Poin-poin Kesepakatan Delegasi Belanda:

  • Menyetujui kembalinya Pemerintah RI ke Yogyakarta.
  • Menjamin penghentian gerakan militer dan membebaskan tahanan politik.
  • Tidak mendirikan atau mengakui negara-negara di wilayah RI yang dikuasai sebelum 19 Desember 1948, dan tidak akan memperluas wilayah dengan merugikan Republik.
  • Menyetujui keberadaan RI sebagai bagian dari Negara Indonesia Serikat.
  • Berusaha agar KMB segera diadakan setelah Pemerintah Republik kembali ke Yogyakarta.

Signifikansi Perjanjian Roem-Royen

Perjanjian Roem-Royen memiliki dampak yang sangat signifikan bagi perjuangan kemerdekaan Indonesia.

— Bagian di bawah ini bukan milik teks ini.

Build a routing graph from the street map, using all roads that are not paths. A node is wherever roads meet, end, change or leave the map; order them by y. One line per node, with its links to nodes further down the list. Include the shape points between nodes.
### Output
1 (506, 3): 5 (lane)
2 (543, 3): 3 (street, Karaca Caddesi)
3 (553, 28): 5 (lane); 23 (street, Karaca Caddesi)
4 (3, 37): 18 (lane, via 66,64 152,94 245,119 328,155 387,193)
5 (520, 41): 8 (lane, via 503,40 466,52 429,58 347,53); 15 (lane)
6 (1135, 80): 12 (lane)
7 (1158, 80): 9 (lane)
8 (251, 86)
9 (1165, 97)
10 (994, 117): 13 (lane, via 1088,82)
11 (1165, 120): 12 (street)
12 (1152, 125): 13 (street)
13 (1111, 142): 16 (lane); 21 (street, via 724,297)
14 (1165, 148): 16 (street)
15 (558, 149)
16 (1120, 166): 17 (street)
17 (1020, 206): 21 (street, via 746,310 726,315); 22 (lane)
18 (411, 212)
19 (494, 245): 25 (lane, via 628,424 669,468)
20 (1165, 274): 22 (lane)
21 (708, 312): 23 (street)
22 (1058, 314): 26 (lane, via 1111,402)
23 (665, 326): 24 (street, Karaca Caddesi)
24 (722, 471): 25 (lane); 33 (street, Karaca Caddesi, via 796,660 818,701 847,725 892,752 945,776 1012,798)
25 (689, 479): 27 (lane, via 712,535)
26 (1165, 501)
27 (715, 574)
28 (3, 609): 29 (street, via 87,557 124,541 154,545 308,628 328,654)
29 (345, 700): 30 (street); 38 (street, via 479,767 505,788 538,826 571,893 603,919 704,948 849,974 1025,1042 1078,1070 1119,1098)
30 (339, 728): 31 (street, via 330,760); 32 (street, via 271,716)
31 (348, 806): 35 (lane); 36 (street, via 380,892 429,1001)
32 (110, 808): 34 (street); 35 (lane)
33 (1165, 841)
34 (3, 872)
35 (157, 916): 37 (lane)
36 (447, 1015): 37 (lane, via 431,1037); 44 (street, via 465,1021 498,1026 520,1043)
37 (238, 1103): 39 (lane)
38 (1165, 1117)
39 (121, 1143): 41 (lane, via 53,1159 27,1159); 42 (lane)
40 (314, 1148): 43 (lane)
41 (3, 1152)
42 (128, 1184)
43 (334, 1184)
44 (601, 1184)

Perjanjian ini membuka jalan bagi pembebasan para pemimpin Republik dari pengasingan dan pengembalian pemerintahan ke Yogyakarta. Lebih penting lagi, perjanjian ini menjadi landasan untuk melanjutkan perundingan yang lebih komprehensif dalam Konferensi Meja Bundar (KMB), yang pada akhirnya menghasilkan pengakuan kedaulatan Indonesia oleh Belanda.

Perjanjian Roem-Royen adalah bukti nyata bahwa diplomasi dapat menjadi senjata yang ampuh dalam memperjuangkan kepentingan nasional. Keberhasilan Indonesia dalam mencapai kesepakatan ini tidak lepas dari dukungan internasional dan kelihaian para diplomat Indonesia dalam bernegosiasi. Semangat diplomasi yang ditunjukkan dalam Perjanjian Roem-Royen ini patut menjadi teladan bagi generasi penerus bangsa dalam menghadapi berbagai tantangan di era globalisasi ini.